Skip to content

Latest commit

 

History

History
 
 

splitfile

Training a model by using a split file

In this example we will train a classifier for the Imagenette2-320 dataset (a subset of ImageNet) as a Cassandra dataset and then read the data into NVIDIA DALI. The raw files are already present in the /tmp directory of the provided Docker container, from which the following commands can be run.

Before starting the training process, we will see how to start the Cassandra server, how to store data into the database and the procedure of generating a split file.

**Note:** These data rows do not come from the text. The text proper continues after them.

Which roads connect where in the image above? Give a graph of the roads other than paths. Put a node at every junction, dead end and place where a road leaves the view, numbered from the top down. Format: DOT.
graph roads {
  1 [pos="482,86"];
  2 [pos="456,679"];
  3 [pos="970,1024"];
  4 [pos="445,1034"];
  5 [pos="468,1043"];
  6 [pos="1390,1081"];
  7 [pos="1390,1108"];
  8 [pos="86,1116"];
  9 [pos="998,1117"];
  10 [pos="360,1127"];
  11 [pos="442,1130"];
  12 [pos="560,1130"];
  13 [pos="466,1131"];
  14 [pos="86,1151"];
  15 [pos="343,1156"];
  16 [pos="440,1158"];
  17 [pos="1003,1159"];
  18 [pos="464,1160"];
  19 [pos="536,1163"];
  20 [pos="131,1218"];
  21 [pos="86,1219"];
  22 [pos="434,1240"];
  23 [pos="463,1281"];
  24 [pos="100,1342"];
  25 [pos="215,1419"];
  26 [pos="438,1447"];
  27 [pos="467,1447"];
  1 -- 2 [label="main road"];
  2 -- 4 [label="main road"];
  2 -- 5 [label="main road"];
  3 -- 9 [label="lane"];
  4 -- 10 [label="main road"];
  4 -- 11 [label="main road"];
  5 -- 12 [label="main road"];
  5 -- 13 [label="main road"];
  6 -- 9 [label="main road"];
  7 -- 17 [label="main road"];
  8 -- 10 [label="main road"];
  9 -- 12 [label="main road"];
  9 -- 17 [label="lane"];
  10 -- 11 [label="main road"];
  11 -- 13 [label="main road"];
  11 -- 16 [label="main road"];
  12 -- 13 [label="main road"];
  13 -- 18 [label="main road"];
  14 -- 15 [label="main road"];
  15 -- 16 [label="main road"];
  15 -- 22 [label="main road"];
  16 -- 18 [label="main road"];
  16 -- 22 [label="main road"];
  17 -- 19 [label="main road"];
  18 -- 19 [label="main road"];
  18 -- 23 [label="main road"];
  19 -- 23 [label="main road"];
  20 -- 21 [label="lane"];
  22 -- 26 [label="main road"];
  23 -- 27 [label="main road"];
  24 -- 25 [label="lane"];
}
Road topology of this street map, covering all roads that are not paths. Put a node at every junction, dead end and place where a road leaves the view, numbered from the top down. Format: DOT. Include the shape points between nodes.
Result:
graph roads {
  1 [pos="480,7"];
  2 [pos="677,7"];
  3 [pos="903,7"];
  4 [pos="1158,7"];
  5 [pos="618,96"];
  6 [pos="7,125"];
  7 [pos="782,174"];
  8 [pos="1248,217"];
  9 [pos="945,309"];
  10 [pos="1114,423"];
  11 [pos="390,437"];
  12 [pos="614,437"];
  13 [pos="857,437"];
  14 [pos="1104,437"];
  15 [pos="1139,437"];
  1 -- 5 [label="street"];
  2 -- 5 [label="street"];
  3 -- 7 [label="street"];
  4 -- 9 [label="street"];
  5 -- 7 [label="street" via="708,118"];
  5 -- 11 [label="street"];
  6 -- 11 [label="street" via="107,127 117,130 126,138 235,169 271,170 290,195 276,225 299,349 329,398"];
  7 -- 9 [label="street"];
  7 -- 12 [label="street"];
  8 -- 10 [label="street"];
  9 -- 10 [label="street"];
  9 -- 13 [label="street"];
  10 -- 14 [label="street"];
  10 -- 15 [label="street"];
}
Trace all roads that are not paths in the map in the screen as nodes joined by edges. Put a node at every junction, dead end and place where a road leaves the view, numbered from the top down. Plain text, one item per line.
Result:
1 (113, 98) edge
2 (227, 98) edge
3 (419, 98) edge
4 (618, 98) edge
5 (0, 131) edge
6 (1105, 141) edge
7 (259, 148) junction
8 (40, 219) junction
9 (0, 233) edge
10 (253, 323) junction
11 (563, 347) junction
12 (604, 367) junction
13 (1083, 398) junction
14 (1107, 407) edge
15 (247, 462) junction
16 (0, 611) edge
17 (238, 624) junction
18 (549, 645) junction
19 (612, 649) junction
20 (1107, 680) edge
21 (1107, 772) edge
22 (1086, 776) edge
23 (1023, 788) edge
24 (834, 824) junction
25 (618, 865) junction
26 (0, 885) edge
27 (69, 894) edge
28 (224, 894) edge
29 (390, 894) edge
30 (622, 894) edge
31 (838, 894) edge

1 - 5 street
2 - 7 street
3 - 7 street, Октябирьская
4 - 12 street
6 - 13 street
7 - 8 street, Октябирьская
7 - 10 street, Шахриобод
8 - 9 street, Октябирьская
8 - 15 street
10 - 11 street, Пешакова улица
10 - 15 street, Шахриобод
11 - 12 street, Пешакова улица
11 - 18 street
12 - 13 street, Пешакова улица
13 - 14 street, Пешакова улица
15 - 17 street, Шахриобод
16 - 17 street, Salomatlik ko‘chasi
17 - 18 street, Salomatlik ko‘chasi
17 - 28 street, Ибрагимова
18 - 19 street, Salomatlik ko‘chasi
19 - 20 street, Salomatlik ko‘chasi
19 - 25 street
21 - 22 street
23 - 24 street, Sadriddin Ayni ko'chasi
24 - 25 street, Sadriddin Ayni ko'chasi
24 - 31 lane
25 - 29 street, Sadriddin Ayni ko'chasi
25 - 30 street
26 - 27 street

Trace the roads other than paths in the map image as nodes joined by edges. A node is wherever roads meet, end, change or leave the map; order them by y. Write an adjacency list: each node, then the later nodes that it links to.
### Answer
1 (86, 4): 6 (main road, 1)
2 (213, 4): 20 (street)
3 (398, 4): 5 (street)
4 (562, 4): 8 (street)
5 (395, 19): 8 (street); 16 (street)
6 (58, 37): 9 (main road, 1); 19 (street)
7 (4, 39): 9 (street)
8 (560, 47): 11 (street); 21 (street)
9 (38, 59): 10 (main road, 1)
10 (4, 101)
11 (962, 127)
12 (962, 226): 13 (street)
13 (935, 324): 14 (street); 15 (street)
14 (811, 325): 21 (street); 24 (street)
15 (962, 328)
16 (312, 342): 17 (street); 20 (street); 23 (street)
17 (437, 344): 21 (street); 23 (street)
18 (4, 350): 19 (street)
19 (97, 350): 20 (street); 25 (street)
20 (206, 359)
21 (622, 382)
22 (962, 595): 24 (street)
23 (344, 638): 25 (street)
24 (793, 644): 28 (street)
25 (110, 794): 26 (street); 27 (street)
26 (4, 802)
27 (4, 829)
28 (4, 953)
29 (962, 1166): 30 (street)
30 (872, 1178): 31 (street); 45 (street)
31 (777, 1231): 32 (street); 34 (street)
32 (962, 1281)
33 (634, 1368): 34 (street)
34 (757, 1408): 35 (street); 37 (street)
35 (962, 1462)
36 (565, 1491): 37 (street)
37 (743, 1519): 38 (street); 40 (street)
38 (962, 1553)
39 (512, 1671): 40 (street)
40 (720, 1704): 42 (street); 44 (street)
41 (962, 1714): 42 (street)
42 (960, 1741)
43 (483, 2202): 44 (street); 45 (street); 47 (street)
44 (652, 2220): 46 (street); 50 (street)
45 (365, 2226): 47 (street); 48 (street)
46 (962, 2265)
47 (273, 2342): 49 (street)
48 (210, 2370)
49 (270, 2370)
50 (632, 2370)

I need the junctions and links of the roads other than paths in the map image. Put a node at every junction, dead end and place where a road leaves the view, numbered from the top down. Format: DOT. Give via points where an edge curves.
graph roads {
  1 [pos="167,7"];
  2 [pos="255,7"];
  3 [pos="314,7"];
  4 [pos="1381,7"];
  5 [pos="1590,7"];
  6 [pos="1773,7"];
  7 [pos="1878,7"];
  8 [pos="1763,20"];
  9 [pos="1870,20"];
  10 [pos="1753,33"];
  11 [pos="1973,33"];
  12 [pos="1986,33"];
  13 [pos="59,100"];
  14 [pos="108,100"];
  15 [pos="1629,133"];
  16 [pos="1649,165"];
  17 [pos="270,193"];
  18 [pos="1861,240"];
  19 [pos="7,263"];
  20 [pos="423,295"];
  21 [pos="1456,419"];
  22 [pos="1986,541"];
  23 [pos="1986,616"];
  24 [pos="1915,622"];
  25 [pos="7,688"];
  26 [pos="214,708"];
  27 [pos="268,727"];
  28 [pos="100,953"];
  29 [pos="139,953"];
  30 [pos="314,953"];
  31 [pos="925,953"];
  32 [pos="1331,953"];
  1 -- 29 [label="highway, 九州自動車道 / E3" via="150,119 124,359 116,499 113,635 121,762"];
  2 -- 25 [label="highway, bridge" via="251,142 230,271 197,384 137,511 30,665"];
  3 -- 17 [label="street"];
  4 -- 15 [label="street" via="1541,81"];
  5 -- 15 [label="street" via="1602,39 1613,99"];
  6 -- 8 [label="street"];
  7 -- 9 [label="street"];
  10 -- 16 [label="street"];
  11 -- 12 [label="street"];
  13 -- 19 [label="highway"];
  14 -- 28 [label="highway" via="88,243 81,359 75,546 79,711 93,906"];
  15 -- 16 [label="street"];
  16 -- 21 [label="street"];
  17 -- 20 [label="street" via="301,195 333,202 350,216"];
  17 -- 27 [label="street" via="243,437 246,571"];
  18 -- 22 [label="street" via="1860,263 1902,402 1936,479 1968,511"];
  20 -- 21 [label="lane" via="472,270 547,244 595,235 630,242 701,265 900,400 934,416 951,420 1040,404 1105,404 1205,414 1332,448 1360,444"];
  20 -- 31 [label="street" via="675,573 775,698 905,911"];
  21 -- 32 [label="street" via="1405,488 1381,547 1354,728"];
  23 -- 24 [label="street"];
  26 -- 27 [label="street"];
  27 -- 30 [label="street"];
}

This file will contain essential information, including training and validation splits, which will serve as input for the training application.

Starting Cassandra server

We can start the Cassandra server shipped with the provided Docker container issuing this command:

# Start Cassandra server
$ /cassandra/bin/cassandra

Note that the shell prompt is immediately returned. Wait until state jump to NORMAL is shown (about 1 minute).

Store imagenette dataset to Cassandra DB

After the Cassandra DB server is started, it is possibile to populate it with images of the imagenette dataset.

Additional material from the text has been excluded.